Lead Review

  • Book: Overnight to Innsbruck
  • Location: Egypt, Europe, The Sudan
  • Author: Denyse Woods

Review Author: Tina Hartas

Location

Content

I love it when a gem of a read unexpectedly comes into my hands. Overnight to Innsbruck has nothing to do really with Austria but is set mainly in North and East Africa, in the Sudan and Egypt, and centres on the Nile Valley train.

The novel opens in 1987 in the berth of an overnight train from Rome to Innsbruck. A nameless woman has bagged a berth and is preparing to settle down. She is sharing the compartment with a stranger. The ticking, clicking and hissing of the train set the scene, as the train is about to set off north and the door opens and another woman is ushered in. Richard and Fran know each other and the woman, lyiing stock still in her berth, is party to their story. It’s a clever device to have the rumble of the tracks form a background rhythm to a story, that actually unfolded four years previous. Their story unfolds, witnessed by the ‘sleeping’ passenger, whilst simultaneously pulling the reader into the compartment – basically, earwigging their exchange.

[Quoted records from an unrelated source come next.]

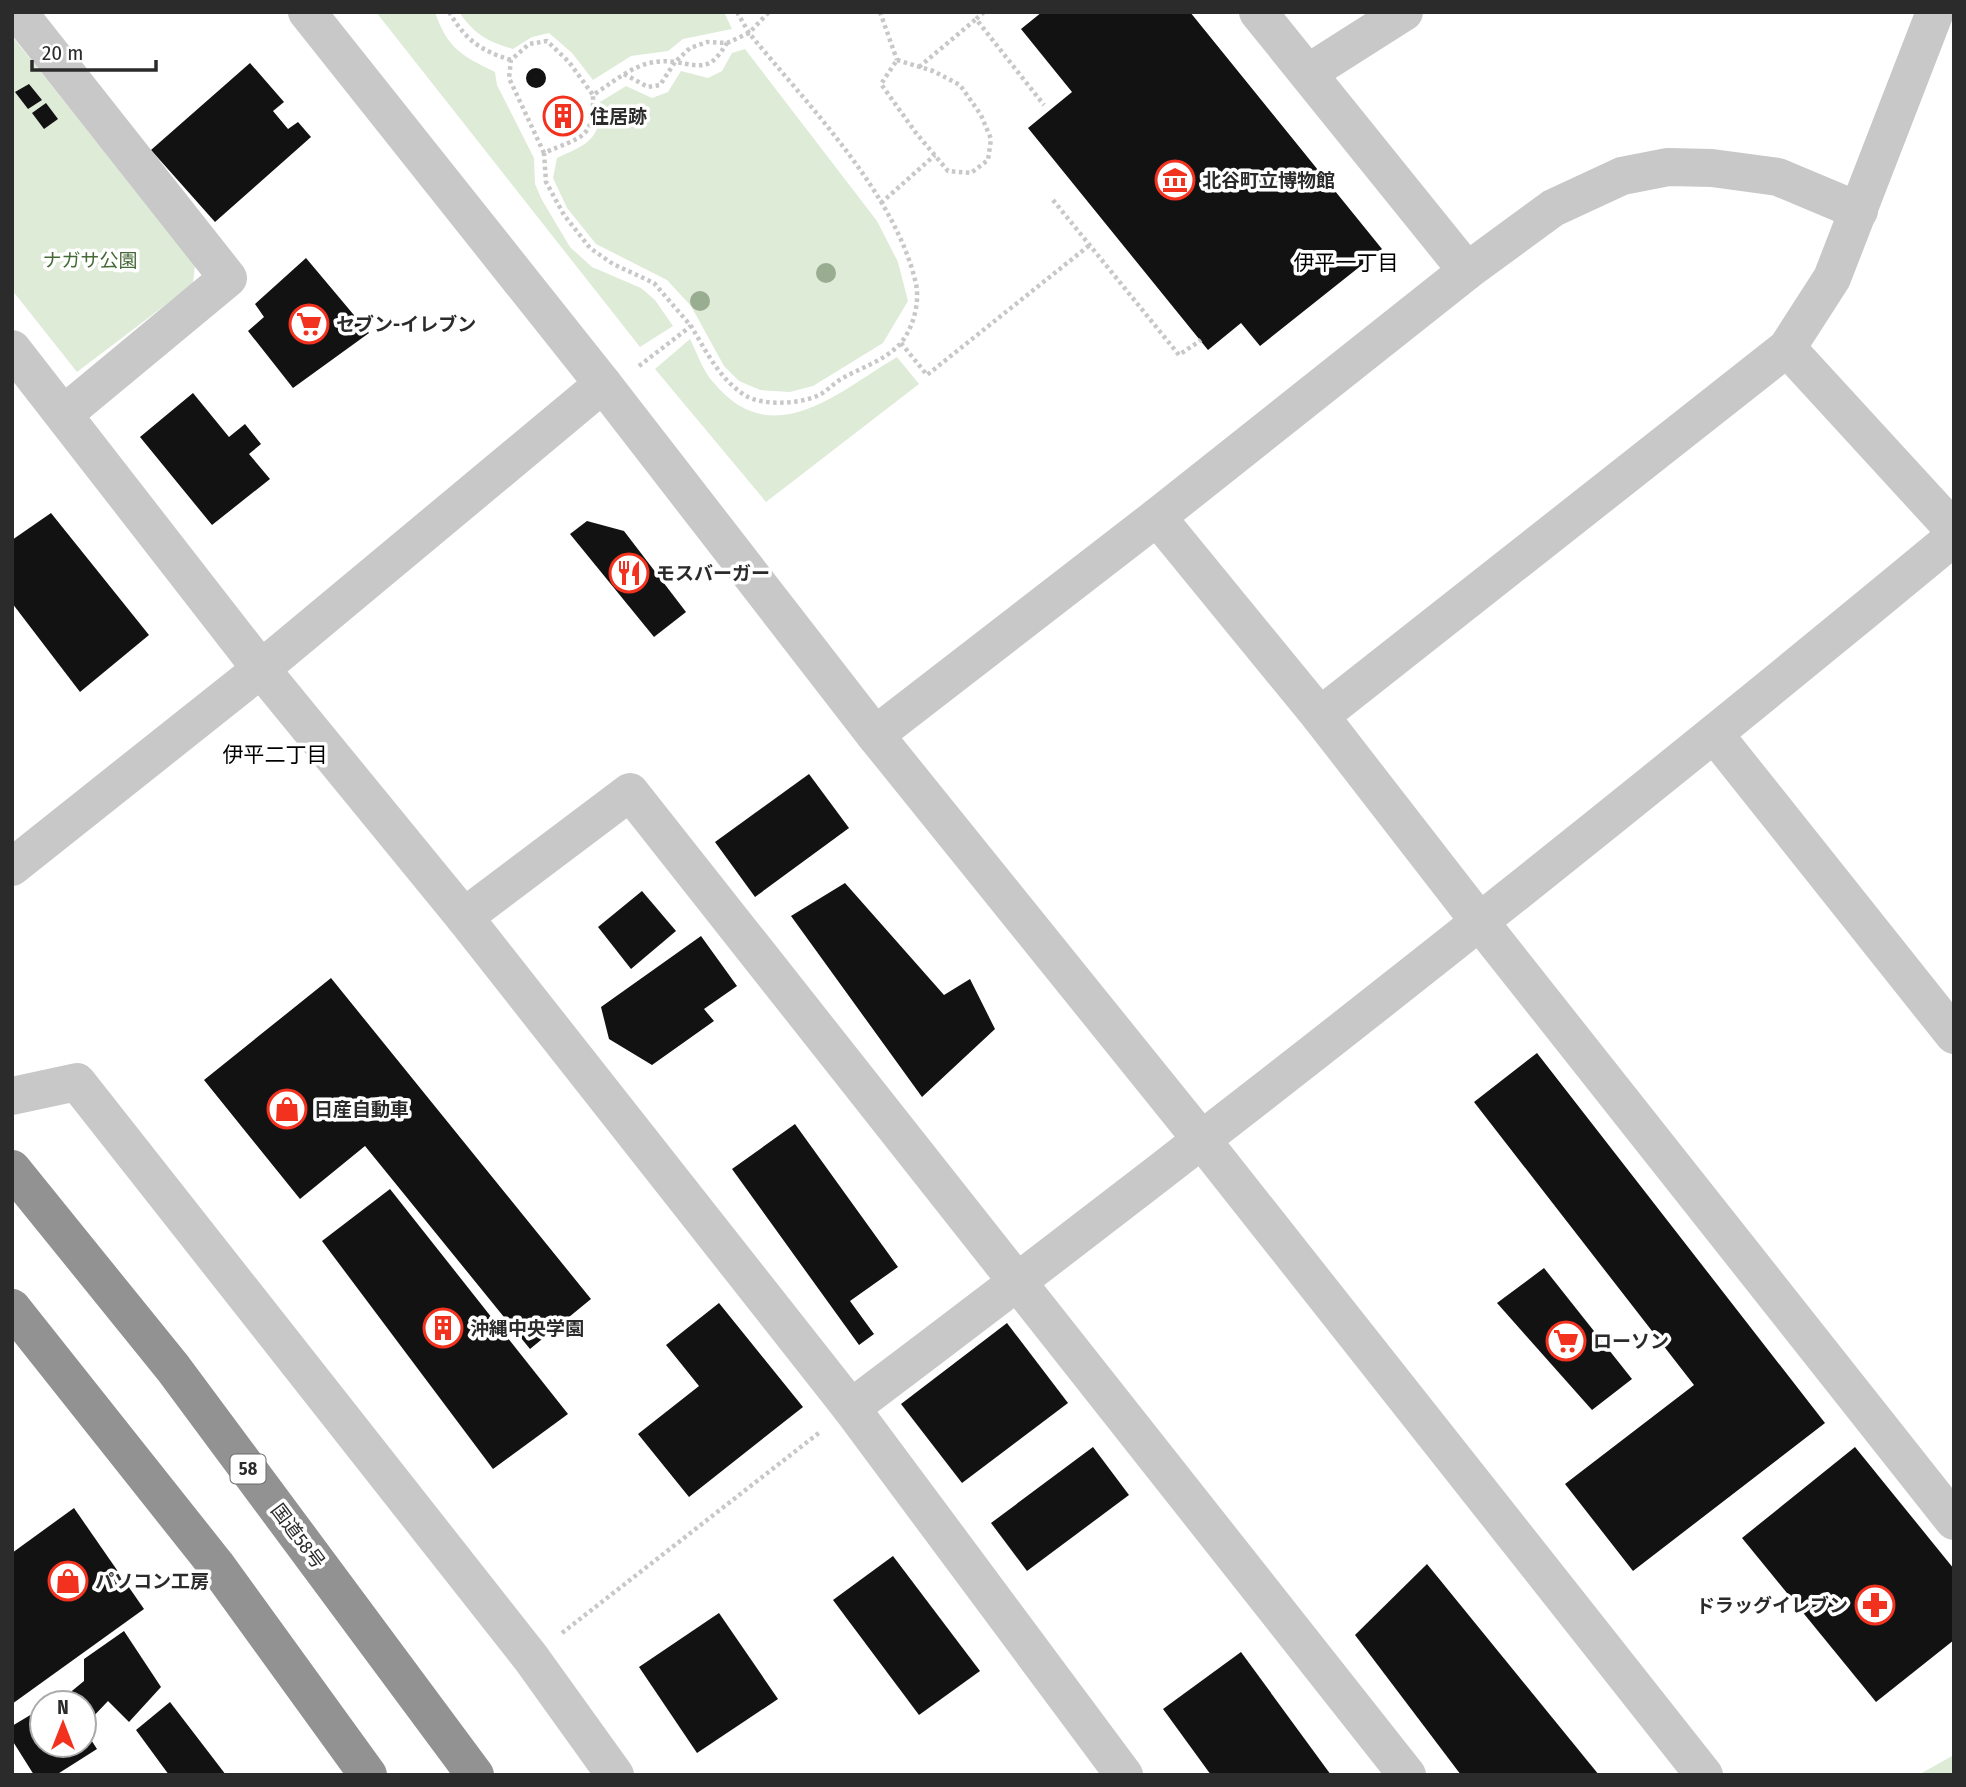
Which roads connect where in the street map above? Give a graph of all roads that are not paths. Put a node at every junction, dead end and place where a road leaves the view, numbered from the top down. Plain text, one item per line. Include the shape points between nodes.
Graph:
1 (18, 12) edge
2 (307, 12) edge
3 (1258, 12) edge
4 (1404, 12) edge
5 (1935, 12) edge
6 (1308, 73) junction
7 (1859, 211) junction
8 (1467, 271) junction
9 (1787, 348) junction
10 (12, 349) edge
11 (603, 384) junction
12 (64, 414) junction
13 (1157, 517) junction
14 (1954, 530) edge
15 (1954, 537) edge
16 (261, 669) junction
17 (1321, 716) junction
18 (875, 735) junction
19 (1715, 735) junction
20 (12, 867) edge
21 (464, 917) junction
22 (1479, 921) junction
23 (1954, 1035) edge
24 (12, 1096) edge
25 (1201, 1139) junction
26 (12, 1169) edge
27 (1019, 1281) junction
28 (12, 1308) edge
29 (851, 1408) junction
30 (1954, 1521) edge
31 (368, 1775) edge
32 (475, 1775) edge
33 (615, 1775) edge
34 (1124, 1775) edge
35 (1407, 1775) edge
36 (1704, 1775) edge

Richard and Frances were travelling on the Nile Valley train 4 years before. They got as far as Abu Hamed, where Richard seemingly alighted, taking his backpack with him. This stop is right in the middle of the Nubian Desert and is not an obvious choice for departure. As it was around 4 in the morning, Fran was sleeping and woke to find him gone, initially assuming an innocent reason for his absence – perhaps he was stretching his legs, getting a cup of tea maybe. But she soon discovers he must have left the train, as there is no sign of him. She second-guesses his reasoning for getting off – they had had another argument, and although he professed his commitment to their relationship, she can only surmise that he got cold feet and abandoned her. But would he really do this, in the middle of the desert? That is surely risky, and of course she then begins to overthink the predicament, and talks about her concerns with two fellow travellers, which then takes her in a wholly new and unanticipated direction (emotionally and literally).

The second part of the novel is Richard’s view of events – the woman in the bunk bed is still avidly listening to the story as it unfolds, as are we, the readers!

This is one of those novels that deserves a wide readership. It has an unusual construct and is wonderfully evocative of locale, and kept reading, anxious to find out how Richard and Fran’s story would end.

I suspect that the book cover is not doing the author any favours. I do like the design but it doesn’t reproduce well on photos and it is quite difficult to distinguish the title and the author’s name – and although the colour represents sand and desert, it makes the novel look quite dull and monotone, which I think puts readers off picking it up.